Re: [PATCH] [Request for inclusion] Filesystem in Userspace

From: Miklos Szeredi
Date: Thu Nov 25 2004 - 04:55:16 EST



> > Why not? I can set bdi->memory_backed to 1 just like ramfs, implement
> > my own writeback thread, and voila, no deadlock.
>
> Yes, you can. Just you have to take care never to occupy too much
> memory.

Yes, this is the hard part IMO, because it should be done in a way
that when FUSE wants a new writable page and it's over the limit, it
should block until it goes under the limit. Not trivial at all.

> > Of course I believe, that it's probably easier to tweak the page cache
> > to teach it that fuse pages _can_ be written back, but not reliably
> > like a disk filesystem. And there's the small problem of limiting the
> > number of writable pages allocated to FUSE.
>
> It's not that easy. How do you tell when the page is no longer likely to
> get cleaned?

Tell the page cache it's never going to get cleaned, but call the
writepage() anyway. It's sort of splitting the bdi->memory_backed
flag into two: dont_count_as_dirty and dont_writeback. Ramfs, etc
would set both, FUSE would set only dont_count_as_dirty. See what I'm
thinking of?

> The file backing would be easier, but to be really easy, the interface
> would be a bit different (and actualy simpler, since it would need no
> data channel, just a control one).

That's not a problem.

> The trick is, that the coda file-granularity interface is not that hard
> to extend to page-granularity. Several filesystems allow "files with
> holes". So the fuse process could just touch a file and truncate it to
> desired length on open. Then kernel would tell it which pages it wants
> and the process would acknowledge when they are actualy filled. For
> write, kernel would just notify the process of dirty ranges and what --
> and when -- the process does with that is not kernel's business.

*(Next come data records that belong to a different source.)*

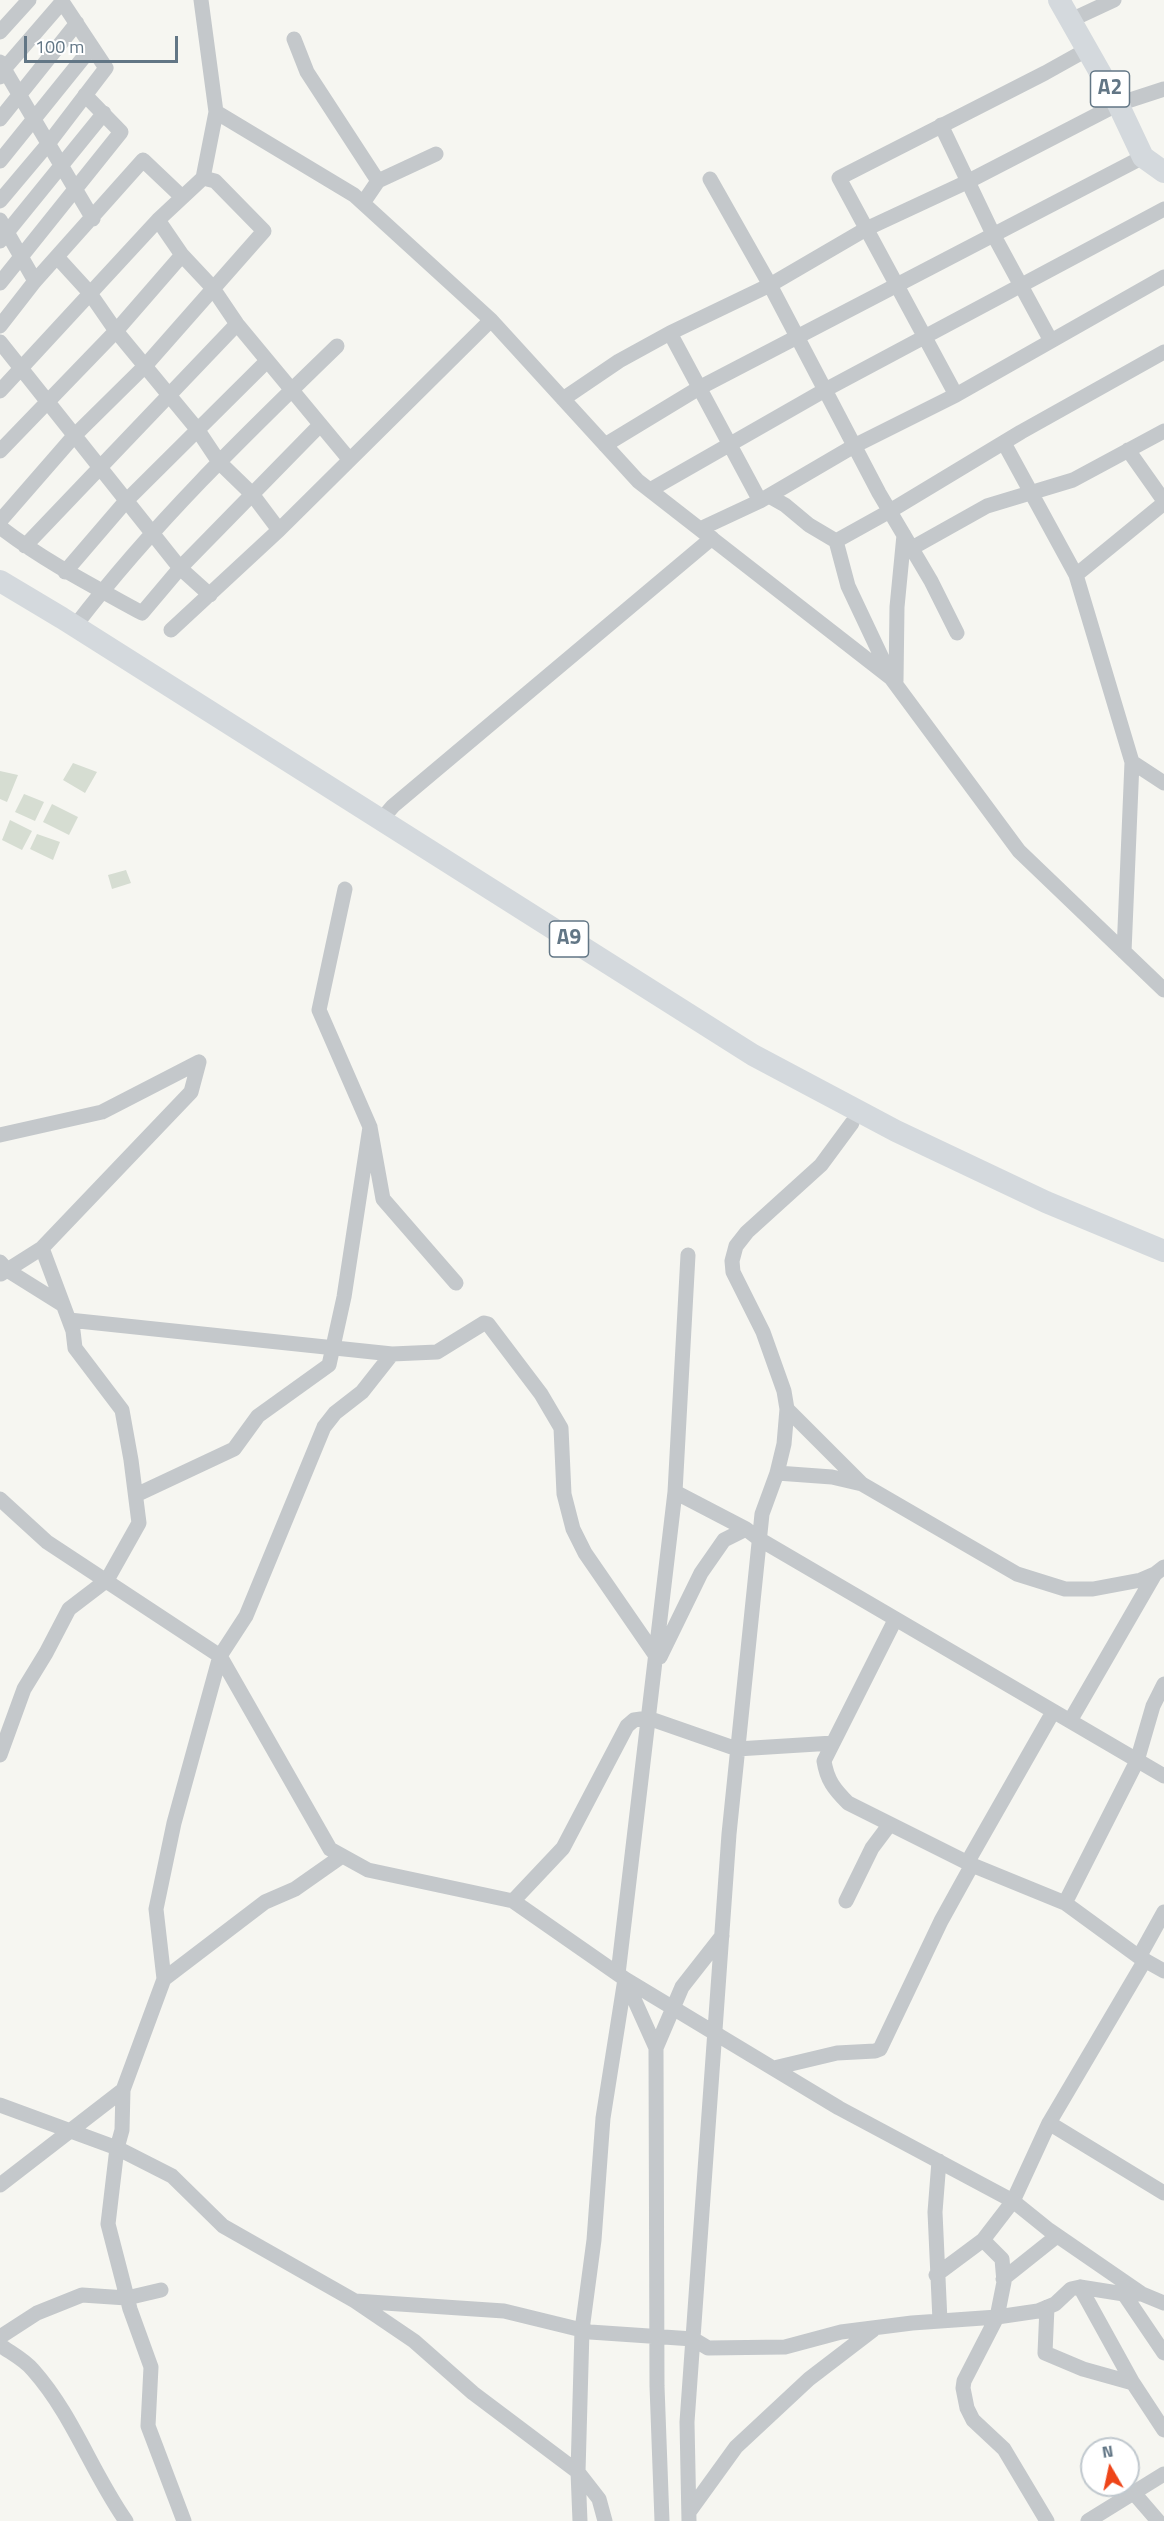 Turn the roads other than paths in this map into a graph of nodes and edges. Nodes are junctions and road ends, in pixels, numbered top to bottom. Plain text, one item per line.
1 (29, 0) edge
2 (201, 0) edge
3 (1059, 0) edge
4 (1114, 0) edge
5 (62, 1) edge
6 (1071, 20) junction
7 (76, 23) junction
8 (0, 32) edge
9 (294, 39) dead end
10 (92, 47) junction
11 (1088, 49) junction
12 (1, 70) edge
13 (1164, 89) edge
14 (86, 94) junction
15 (20, 96) junction
16 (1118, 104) junction
17 (216, 112) junction
18 (104, 114) junction
19 (0, 119) edge
20 (34, 120) junction
21 (941, 125) junction
22 (48, 144) junction
23 (435, 154) dead end
24 (1143, 157) junction
25 (0, 161) edge
26 (61, 168) junction
27 (1164, 172) edge
28 (203, 178) junction
29 (710, 179) dead end
30 (378, 181) junction
31 (967, 182) junction
32 (74, 190) junction
33 (182, 198) junction
34 (0, 201) edge
35 (363, 203) junction
36 (1164, 209) edge
37 (93, 219) junction
38 (158, 220) junction
39 (866, 229) junction
40 (2, 231) edge
41 (993, 234) junction
42 (182, 255) junction
43 (57, 257) junction
44 (22, 258) junction
45 (1164, 277) edge
46 (35, 281) junction
47 (0, 283) edge
48 (896, 284) junction
49 (770, 285) junction
50 (212, 287) junction
51 (1020, 287) junction
52 (89, 292) junction
53 (491, 320) junction
54 (237, 324) junction
55 (0, 326) edge
56 (116, 331) junction
57 (670, 333) junction
58 (796, 336) junction
59 (924, 337) junction
60 (1051, 341) junction
61 (0, 342) edge
62 (337, 346) dead end
63 (1164, 352) edge
64 (267, 361) junction
65 (145, 366) junction
66 (22, 369) junction
67 (699, 388) junction
68 (825, 390) junction
69 (0, 391) edge
70 (291, 391) junction
71 (956, 394) junction
72 (170, 395) junction
73 (563, 399) junction
74 (49, 402) junction
75 (320, 425) junction
76 (197, 429) junction
77 (1164, 431) edge
78 (74, 436) junction
79 (729, 443) junction
80 (1004, 443) junction
81 (605, 445) junction
82 (854, 446) junction
83 (1128, 450) junction
84 (0, 451) edge
85 (349, 459) junction
86 (219, 462) junction
87 (100, 468) junction
88 (650, 490) junction
89 (1032, 493) junction
90 (252, 494) junction
91 (764, 499) junction
92 (126, 501) junction
93 (1164, 502) edge
94 (890, 512) junction
95 (0, 521) edge
96 (0, 527) edge
97 (279, 530) junction
98 (152, 533) junction
99 (706, 533) junction
100 (836, 541) junction
101 (908, 542) junction
102 (25, 546) junction
103 (180, 568) junction
104 (65, 572) junction
105 (1076, 575) junction
106 (0, 581) edge
107 (102, 591) junction
108 (210, 595) junction
109 (0, 596) edge
110 (75, 626) junction
111 (171, 630) dead end
112 (957, 633) dead end
113 (894, 681) junction
114 (1132, 762) junction
115 (1164, 783) edge
116 (381, 820) junction
117 (345, 889) dead end
118 (1124, 951) junction
119 (1164, 990) edge
120 (852, 1123) junction
121 (370, 1127) junction
122 (0, 1135) edge
123 (42, 1248) junction
124 (1164, 1251) edge
125 (688, 1255) dead end
126 (1164, 1265) edge
127 (2, 1269) edge
128 (456, 1283) dead end
129 (66, 1312) junction
130 (333, 1348) junction
131 (392, 1354) junction
132 (787, 1409) junction
133 (777, 1473) junction
134 (862, 1484) junction
135 (675, 1492) junction
136 (136, 1495) junction
137 (0, 1499) edge
138 (746, 1529) junction
139 (759, 1539) junction
140 (1160, 1570) edge
141 (107, 1580) junction
142 (895, 1620) junction
143 (220, 1656) junction
144 (656, 1661) junction
145 (1164, 1684) edge
146 (1053, 1712) junction
147 (648, 1718) junction
148 (1070, 1721) junction
149 (833, 1743) junction
150 (737, 1749) junction
151 (0, 1755) edge
152 (1137, 1761) junction
153 (1164, 1776) edge
154 (890, 1824) junction
155 (342, 1856) junction
156 (969, 1864) junction
157 (513, 1901) junction
158 (846, 1901) dead end
159 (1065, 1903) junction
160 (1164, 1912) edge
161 (722, 1936) junction
162 (1142, 1958) junction
163 (1164, 1971) edge
164 (622, 1977) junction
165 (164, 1979) junction
166 (674, 2008) junction
167 (716, 2033) junction
168 (656, 2048) junction
169 (774, 2068) junction
170 (123, 2090) junction
171 (0, 2105) edge
172 (1049, 2123) junction
173 (70, 2131) junction
174 (117, 2148) junction
175 (939, 2161) junction
176 (0, 2185) edge
177 (1164, 2193) edge
178 (1013, 2201) junction
179 (1058, 2236) junction
180 (983, 2240) junction
181 (1091, 2259) junction
182 (936, 2275) junction
183 (1004, 2279) junction
184 (1085, 2288) junction
185 (161, 2290) dead end
186 (1124, 2294) junction
187 (1143, 2294) junction
188 (128, 2298) junction
189 (355, 2301) junction
190 (1164, 2303) edge
191 (1047, 2307) junction
192 (998, 2317) junction
193 (940, 2321) junction
194 (876, 2328) junction
195 (582, 2330) junction
196 (0, 2337) edge
197 (658, 2337) junction
198 (693, 2339) junction
199 (0, 2345) edge
200 (1164, 2353) edge
201 (1133, 2383) junction
202 (1164, 2430) edge
203 (578, 2472) junction
204 (1164, 2474) edge
205 (1140, 2488) edge
206 (1125, 2497) edge
207 (1137, 2497) edge
208 (689, 2517) edge
209 (126, 2521) edge
210 (184, 2521) edge
211 (580, 2521) edge
212 (605, 2521) edge
213 (662, 2521) edge
214 (1047, 2521) edge
215 (1088, 2521) edge
216 (1158, 2521) edge

1 - 8 street
2 - 17 street
3 - 6 highway, A2
4 - 6 street
5 - 7 street
5 - 12 street
6 - 11 highway, A2
7 - 10 street
7 - 15 street
9 - 30 street
10 - 14 street
10 - 20 street
11 - 16 highway, A2
11 - 21 street
12 - 15 street
13 - 16 street
14 - 18 street
14 - 22 street
15 - 19 street
15 - 20 street
16 - 24 highway, A2
16 - 31 street
17 - 28 street
17 - 35 street
18 - 26 street
18 - 32 street
20 - 22 street
20 - 25 street
21 - 31 street
21 - 39 street
22 - 26 street
22 - 34 street
23 - 30 street
24 - 27 highway, A2
24 - 41 street
26 - 32 street
26 - 40 street
28 - 33 street
28 - 50 street
29 - 49 street
30 - 35 street
31 - 39 street
31 - 41 street
32 - 37 street
32 - 44 street
33 - 37 street
33 - 38 street
35 - 53 street
36 - 51 street
37 - 43 street
38 - 42 street
38 - 52 street
39 - 48 street
39 - 49 street
40 - 44 street
41 - 48 street
41 - 51 street
42 - 50 street
42 - 56 street
43 - 46 street
43 - 52 street
44 - 46 street
44 - 47 street
45 - 60 street
46 - 55 street
48 - 58 street
48 - 59 street
49 - 57 street
49 - 58 street
50 - 54 street
50 - 65 street
51 - 59 street
51 - 60 street
52 - 56 street
52 - 66 street
53 - 73 street
53 - 85 street
54 - 64 street
54 - 72 street
56 - 65 street
56 - 74 street
57 - 67 street
57 - 73 street
58 - 67 street
58 - 68 street
59 - 68 street
59 - 71 street
60 - 71 street
61 - 66 street
62 - 70 street
63 - 80 street
64 - 70 street
64 - 76 street
65 - 72 street
65 - 78 street
66 - 69 street
66 - 74 street
67 - 79 street
67 - 81 street
68 - 79 street
68 - 82 street
70 - 75 street
70 - 86 street
71 - 82 street
72 - 76 street
72 - 87 street
73 - 81 street
74 - 78 street
74 - 84 street
75 - 85 street
75 - 90 street
76 - 86 street
76 - 92 street
77 - 83 street
78 - 87 street
78 - 95 street
79 - 88 street
79 - 91 street
80 - 89 street
80 - 94 street
81 - 88 street
82 - 91 street
82 - 94 street
83 - 89 street
83 - 93 street
85 - 97 street
86 - 90 street
86 - 98 street
87 - 92 street
87 - 102 street
88 - 99 street
89 - 101 street
89 - 105 street
90 - 97 street
90 - 103 street
91 - 99 street
91 - 100 street
92 - 98 street
92 - 104 street
93 - 105 street
94 - 100 street
94 - 101 street
96 - 102 street
97 - 108 street
98 - 103 street
98 - 107 street
99 - 113 street
99 - 116 street
100 - 113 street
101 - 112 street
101 - 113 street
102 - 104 street
103 - 107 street
103 - 108 street
104 - 107 street
105 - 114 street
106 - 110 highway, A9
107 - 110 street
108 - 111 street
109 - 120 highway, A9
110 - 116 highway, A9
113 - 118 street
114 - 115 street
114 - 118 street
116 - 124 highway, A9
117 - 121 street
118 - 119 street
120 - 126 highway, A9
120 - 132 street
121 - 128 street
121 - 130 street
122 - 123 street
123 - 127 street
123 - 129 street
125 - 135 street
127 - 129 street
129 - 130 street
129 - 136 street
130 - 131 street
130 - 136 street
131 - 143 street
131 - 144 street
132 - 133 street
132 - 134 street
133 - 134 street
133 - 139 street
134 - 140 street
135 - 138 street
135 - 144 street
136 - 141 street
137 - 141 street
138 - 139 street
138 - 144 street
139 - 142 street
139 - 150 street
140 - 148 street
141 - 143 street
141 - 151 street
142 - 146 street
142 - 149 street
143 - 155 street
143 - 165 street
144 - 147 street
145 - 152 street
146 - 148 street
146 - 156 street
147 - 150 street
147 - 157 street
147 - 164 street
148 - 152 street
149 - 150 street
149 - 154 street
150 - 161 street
152 - 153 street
152 - 159 street
154 - 156 street
154 - 158 street
155 - 157 street
155 - 165 street
156 - 159 street
156 - 169 street
157 - 164 street
159 - 162 street
160 - 162 street
161 - 166 street
161 - 167 street
162 - 163 street
162 - 172 street
164 - 166 street
164 - 168 street
164 - 195 street
165 - 170 street
166 - 167 street
166 - 168 street
167 - 169 street
167 - 198 street
168 - 197 street
169 - 175 street
170 - 173 street
170 - 174 street
171 - 173 street
172 - 177 street
172 - 178 street
173 - 174 street
173 - 176 street
174 - 188 street
174 - 189 street
175 - 178 street
175 - 182 street
178 - 179 street
178 - 180 street
179 - 181 street
179 - 183 street
180 - 182 street
180 - 183 street
181 - 184 street
181 - 187 street
182 - 193 street
183 - 192 street
184 - 186 street
184 - 191 street
184 - 201 street
185 - 188 street
186 - 187 street
186 - 200 street
187 - 190 street
188 - 196 street
188 - 210 street
189 - 195 street
189 - 203 street
191 - 192 street
191 - 201 street
192 - 193 street
192 - 214 street
193 - 194 street
194 - 198 street
194 - 208 street
195 - 197 street
195 - 203 street
197 - 198 street
197 - 213 street
198 - 208 street
199 - 209 street
201 - 202 street
203 - 211 street
203 - 212 street
204 - 205 street
206 - 215 street
207 - 216 street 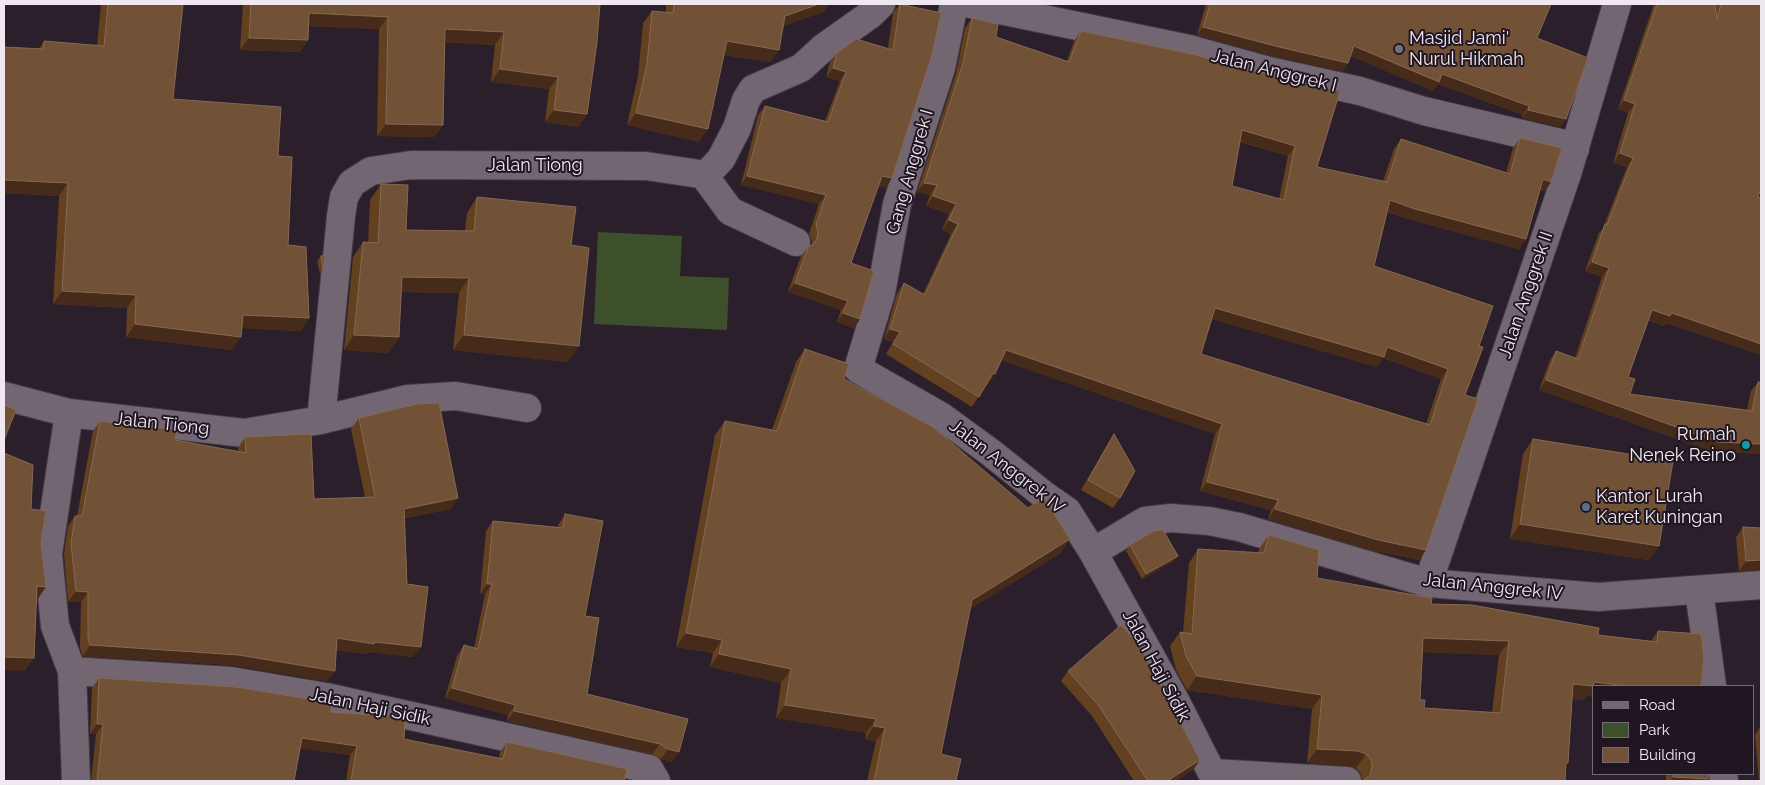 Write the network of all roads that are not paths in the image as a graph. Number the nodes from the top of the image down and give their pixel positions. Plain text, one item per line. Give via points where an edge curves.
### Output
1 (881, 4) edge
2 (954, 4) edge
3 (970, 4) edge
4 (1617, 4) edge
5 (1575, 149) junction
6 (706, 175) junction
7 (796, 242) dead end
8 (858, 369) joint
9 (4, 396) edge
10 (527, 408) dead end
11 (69, 413) junction
12 (321, 420) junction
13 (1093, 552) junction
14 (1428, 583) junction
15 (1761, 585) edge
16 (1699, 590) junction
17 (72, 671) junction
18 (1712, 685) edge
19 (1214, 777) edge
20 (76, 781) edge
21 (656, 781) edge
22 (1347, 781) edge

1 - 6 street via 801,68 753,89 721,159
2 - 8 street, Gang Anggrek I via 941,68 897,204 881,293
3 - 5 street, Jalan Anggrek I via 1188,50 1360,91 1424,111
4 - 5 street, Jalan Anggrek II
5 - 14 street, Jalan Anggrek II
6 - 7 street via 730,211
6 - 12 street, Jalan Tiong via 646,166 411,165 372,171 352,183 344,197 341,216
8 - 13 street, Jalan Anggrek IV via 942,417 1067,510
9 - 11 street, Jalan Tiong
10 - 12 street, Jalan Tiong via 456,396 407,399
11 - 12 street, Jalan Tiong via 244,433
11 - 17 street via 48,554 55,626
13 - 14 street, Jalan Anggrek IV via 1145,521 1171,518 1209,521
13 - 19 street, Jalan Haji Sidik
14 - 16 street, Jalan Anggrek IV via 1598,597
15 - 16 street, Jalan Anggrek IV
16 - 18 street
17 - 20 street
17 - 21 street, Jalan Haji Sidik via 231,681 326,697 649,769
19 - 22 street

Yes, this would be a nice interface. How would you solve the problem
of freeing the space which is no longer needed?

Imagine that you have a 4G virtual file on a FUSE filesystem, and some
process is reading that file sequentially. But there's only 10MByte
of free space on the local disk. With the above method you'd never be
able to read the whole file. Do you see the problem?